Abbott and his administration have taken hardline stands on immigration, most recently suing to end Deferred Action for Childhood Arrivals, the Obama-era program that has allowed many young Latinos to live and work legally in the U.S. He has also been supportive of President Trump's plan to put Texas' National Guard troops on the border and fought challenges to the state's voter ID law. He signed SB4 and his administration is fighting court challenges against it.
George Antuna, co-founder and board member of Hispanic Republicans of Texas, said their political action committee promotes and recruits Latinos in the state to run for office and they, in turn, are relied on to serve as conduits to bring in other Latinos, including young Hispanics.
He said the PAC leaves Latino outreach to the campaigns of candidates it supports.
While there are many young Latino immigrants or young Latinos in immigrant families in the state, “the young Latino who is an American citizen or is here legally understands that the economy is huge and it affects their wallet and their pocketbook and that is what they are voting for," Antuna said.

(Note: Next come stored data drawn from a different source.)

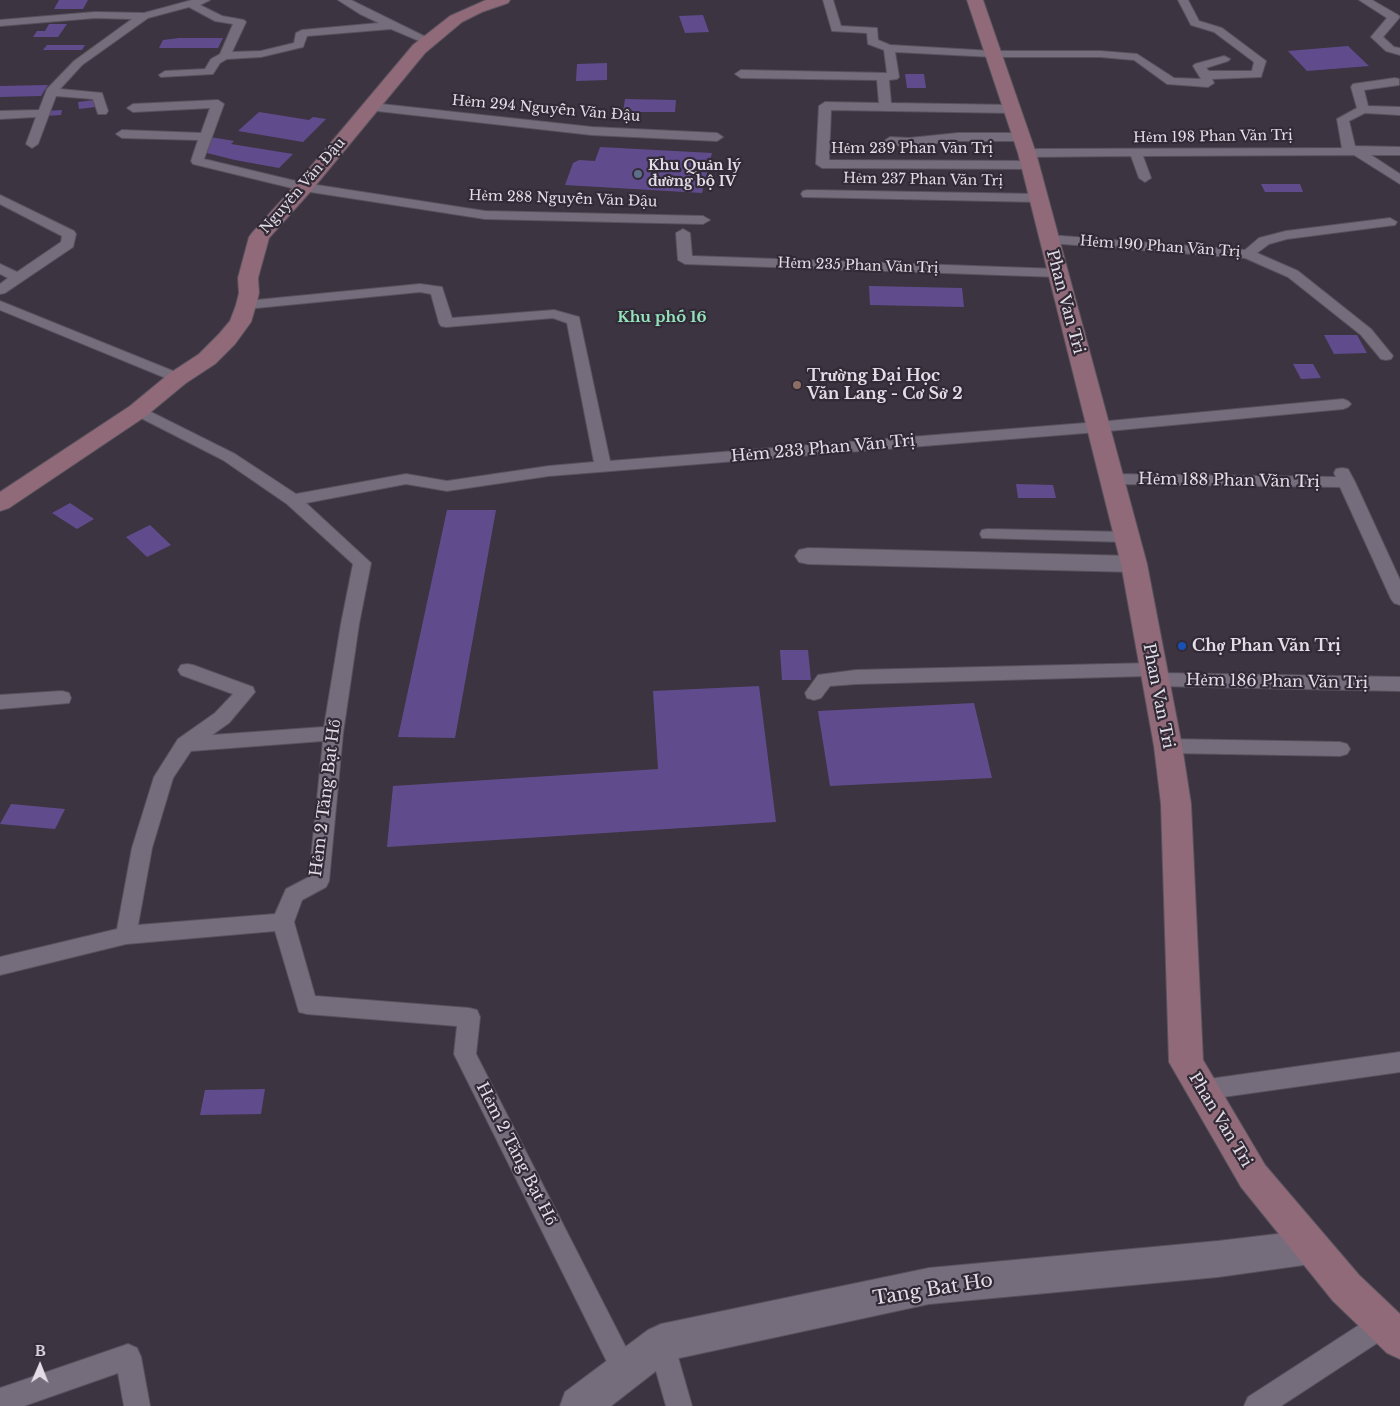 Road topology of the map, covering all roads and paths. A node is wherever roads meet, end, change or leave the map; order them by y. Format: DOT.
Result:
graph roads {
  1 [pos="102,0"];
  2 [pos="205,0"];
  3 [pos="343,0"];
  4 [pos="502,0"];
  5 [pos="828,0"];
  6 [pos="975,0"];
  7 [pos="1183,0"];
  8 [pos="1364,0"];
  9 [pos="191,4"];
  10 [pos="95,15"];
  11 [pos="144,16"];
  12 [pos="0,23"];
  13 [pos="394,25"];
  14 [pos="428,41"];
  15 [pos="889,48"];
  16 [pos="1400,52"];
  17 [pos="993,54"];
  18 [pos="225,56"];
  19 [pos="1224,59"];
  20 [pos="1260,61"];
  21 [pos="742,74"];
  22 [pos="165,75"];
  23 [pos="1205,75"];
  24 [pos="883,78"];
  25 [pos="1395,82"];
  26 [pos="51,92"];
  27 [pos="372,107"];
  28 [pos="133,108"];
  29 [pos="885,108"];
  30 [pos="1012,109"];
  31 [pos="1363,109"];
  32 [pos="102,111"];
  33 [pos="1400,111"];
  34 [pos="43,114"];
  35 [pos="0,115"];
  36 [pos="122,134"];
  37 [pos="206,137"];
  38 [pos="717,137"];
  39 [pos="890,141"];
  40 [pos="32,144"];
  41 [pos="1351,150"];
  42 [pos="1400,151"];
  43 [pos="1026,152"];
  44 [pos="1136,152"];
  45 [pos="1144,178"];
  46 [pos="1400,180"];
  47 [pos="304,187"];
  48 [pos="808,194"];
  49 [pos="1038,198"];
  50 [pos="0,199"];
  51 [pos="703,220"];
  52 [pos="1390,222"];
  53 [pos="683,233"];
  54 [pos="1049,239"];
  55 [pos="1248,254"];
  56 [pos="0,268"];
  57 [pos="1058,273"];
  58 [pos="18,278"];
  59 [pos="0,290"];
  60 [pos="246,304"];
  61 [pos="0,305"];
  62 [pos="1386,356"];
  63 [pos="178,378"];
  64 [pos="1343,404"];
  65 [pos="138,411"];
  66 [pos="1098,427"];
  67 [pos="603,466"];
  68 [pos="1112,479"];
  69 [pos="293,500"];
  70 [pos="0,503"];
  71 [pos="988,534"];
  72 [pos="1126,537"];
  73 [pos="808,556"];
  74 [pos="1134,564"];
  75 [pos="1400,599"];
  76 [pos="187,670"];
  77 [pos="1153,674"];
  78 [pos="1400,684"];
  79 [pos="814,693"];
  80 [pos="62,698"];
  81 [pos="0,702"];
  82 [pos="333,732"];
  83 [pos="185,744"];
  84 [pos="1168,746"];
  85 [pos="1340,748"];
  86 [pos="283,922"];
  87 [pos="126,935"];
  88 [pos="0,966"];
  89 [pos="1400,1062"];
  90 [pos="1202,1090"];
  91 [pos="1311,1247"];
  92 [pos="1391,1332"];
  93 [pos="661,1343"];
  94 [pos="625,1371"];
  95 [pos="0,1401"];
  96 [pos="137,1406"];
  97 [pos="579,1406"];
  98 [pos="679,1406"];
  99 [pos="1257,1406"];
  1 -- 10 [label="lane"];
  2 -- 9 [label="lane"];
  3 -- 13 [label="lane"];
  4 -- 14 [label="main road, Nguyễn Văn Đậu"];
  5 -- 15 [label="lane"];
  6 -- 17 [label="main road, Phan Van Tri"];
  7 -- 20 [label="lane"];
  8 -- 16 [label="lane"];
  9 -- 11 [label="lane"];
  9 -- 18 [label="lane"];
  10 -- 11 [label="lane"];
  10 -- 12 [label="lane"];
  11 -- 26 [label="lane"];
  13 -- 14 [label="lane"];
  13 -- 18 [label="lane"];
  14 -- 27 [label="main road, Nguyễn Văn Đậu"];
  15 -- 17 [label="lane"];
  15 -- 24 [label="lane"];
  17 -- 23 [label="lane"];
  17 -- 30 [label="main road, Phan Van Tri"];
  18 -- 22 [label="lane"];
  19 -- 23 [label="lane"];
  20 -- 23 [label="lane"];
  21 -- 24 [label="lane"];
  24 -- 29 [label="lane"];
  25 -- 31 [label="lane"];
  26 -- 32 [label="lane"];
  26 -- 34 [label="lane"];
  27 -- 38 [label="lane, Hẻm 294 Nguyễn Văn Đậu"];
  27 -- 47 [label="main road, Nguyễn Văn Đậu"];
  28 -- 37 [label="lane"];
  29 -- 30 [label="lane"];
  29 -- 43 [label="lane, Hẻm 239 Phan Văn Trị"];
  30 -- 43 [label="main road, Phan Van Tri"];
  31 -- 33 [label="lane"];
  31 -- 41 [label="lane"];
  34 -- 35 [label="lane"];
  34 -- 40 [label="lane"];
  36 -- 37 [label="lane"];
  37 -- 47 [label="lane, Hẻm 288 Nguyễn Văn Đậu"];
  39 -- 43 [label="lane"];
  41 -- 42 [label="lane, Hẻm 198 Phan Văn Trị"];
  41 -- 44 [label="lane, Hẻm 198 Phan Văn Trị"];
  41 -- 46 [label="lane"];
  43 -- 44 [label="lane, Hẻm 198 Phan Văn Trị"];
  43 -- 49 [label="main road, Phan Van Tri"];
  44 -- 45 [label="lane"];
  47 -- 51 [label="lane, Hẻm 288 Nguyễn Văn Đậu"];
  47 -- 60 [label="main road, Nguyễn Văn Đậu"];
  48 -- 49 [label="lane, Hẻm 237 Phan Văn Trị"];
  49 -- 54 [label="main road, Phan Van Tri"];
  50 -- 58 [label="lane"];
  52 -- 55 [label="lane"];
  53 -- 57 [label="lane, Hẻm 235 Phan Văn Trị"];
  54 -- 55 [label="lane, Hẻm 190 Phan Văn Trị"];
  54 -- 57 [label="main road, Phan Van Tri"];
  55 -- 62 [label="lane, Hẻm 190 Phan Văn Trị"];
  56 -- 58 [label="lane"];
  57 -- 66 [label="main road, Phan Van Tri"];
  58 -- 59 [label="lane"];
  60 -- 63 [label="main road, Nguyễn Văn Đậu"];
  60 -- 67 [label="lane"];
  61 -- 63 [label="lane"];
  63 -- 65 [label="main road, Nguyễn Văn Đậu"];
  64 -- 66 [label="lane, Hẻm 233 Phan Văn Trị"];
  65 -- 69 [label="lane"];
  65 -- 70 [label="main road, Nguyễn Văn Đậu"];
  66 -- 67 [label="lane, Hẻm 233 Phan Văn Trị"];
  66 -- 68 [label="main road, Phan Van Tri"];
  67 -- 69 [label="lane, Hẻm 233 Phan Văn Trị"];
  68 -- 72 [label="main road, Phan Van Tri"];
  68 -- 75 [label="lane, Hẻm 188 Phan Văn Trị"];
  69 -- 82 [label="lane, Hẻm 2 Tăng Bạt Hổ"];
  71 -- 72 [label="lane"];
  72 -- 74 [label="main road, Phan Van Tri"];
  73 -- 74 [label="street"];
  74 -- 77 [label="main road, Phan Van Tri"];
  76 -- 83 [label="lane"];
  77 -- 78 [label="lane, Hẻm 186 Phan Văn Trị"];
  77 -- 79 [label="lane, Hẻm 186 Phan Văn Trị"];
  77 -- 84 [label="main road, Phan Van Tri"];
  80 -- 81 [label="lane"];
  82 -- 83 [label="lane"];
  82 -- 86 [label="lane, Hẻm 2 Tăng Bạt Hổ"];
  83 -- 87 [label="lane"];
  84 -- 85 [label="lane"];
  84 -- 90 [label="main road, Phan Van Tri"];
  86 -- 87 [label="lane"];
  86 -- 94 [label="lane, Hẻm 2 Tăng Bạt Hổ"];
  87 -- 88 [label="lane"];
  89 -- 90 [label="lane"];
  90 -- 91 [label="main road, Phan Van Tri"];
  91 -- 92 [label="main road, Phan Van Tri"];
  91 -- 93 [label="street, Tang Bat Ho"];
  92 -- 99 [label="lane"];
  93 -- 94 [label="street, Tang Bat Ho"];
  93 -- 98 [label="lane"];
  94 -- 97 [label="street, Tang Bat Ho"];
  95 -- 96 [label="lane"];
} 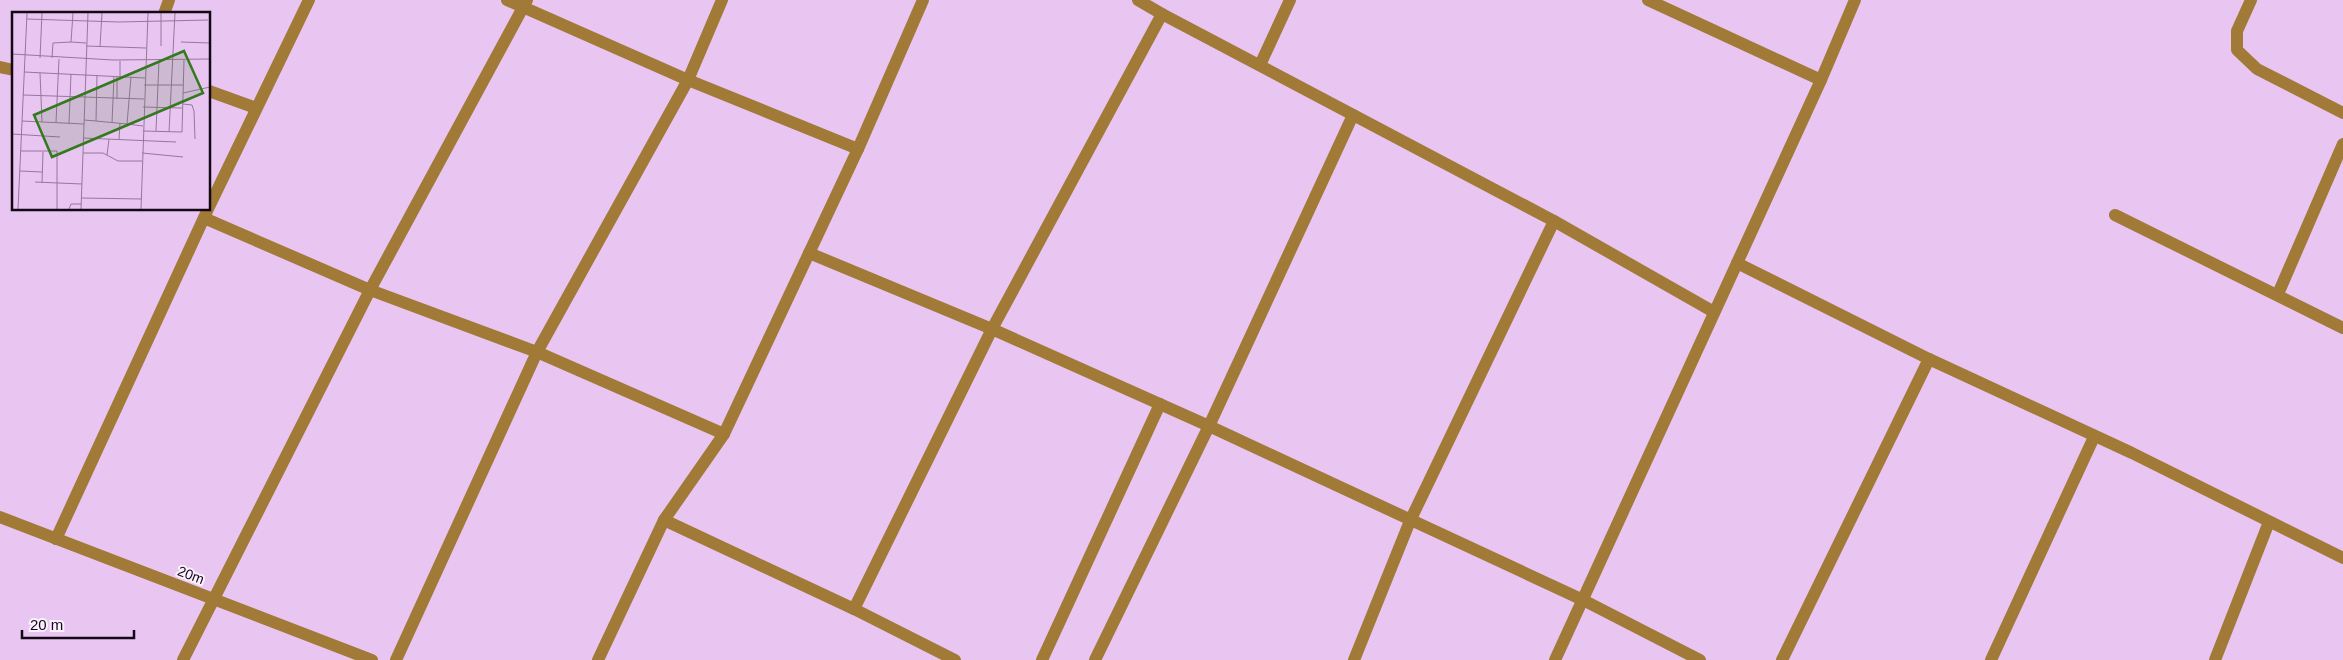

The Libre Initiative, backed by the billionaire Koch brothers, is also mining young Latinos for its political ambitions. Daniel Garza, Libre’s executive director, said the conservative group hires many young millennials who are engaging with other young people through the group’s social media.
It also organizes conversations on its position on issues in university dorms through its “Café con Libre” campaign. Millennials who volunteer with Libre help it stage its GED classes, driver's license exam classes and other such services that Libre organizes and uses as conduits for registering and engaging potential voters.
The party that successfully taps into and mobilizes the young Latino population in Texas may also be able to count on some residual effects.
Doyle, the Latina millennial who has been knocking on potential voters doors for O’Rourke, described her encounter with a man who had been naturalized for 10 years but had never voted.
“We had the Hispanic connection instantly. I was able to speak to him in his own language,” she said. “We had a great human connection.” She said they discussed issues at stake, and she told him about her own experience as the daughter and granddaughter of Braceros, the farm workers brought from Mexico to cultivate and harvest U.S. agriculture fields.
“If he goes out and votes,” Doyle said, “I did my job for the year.”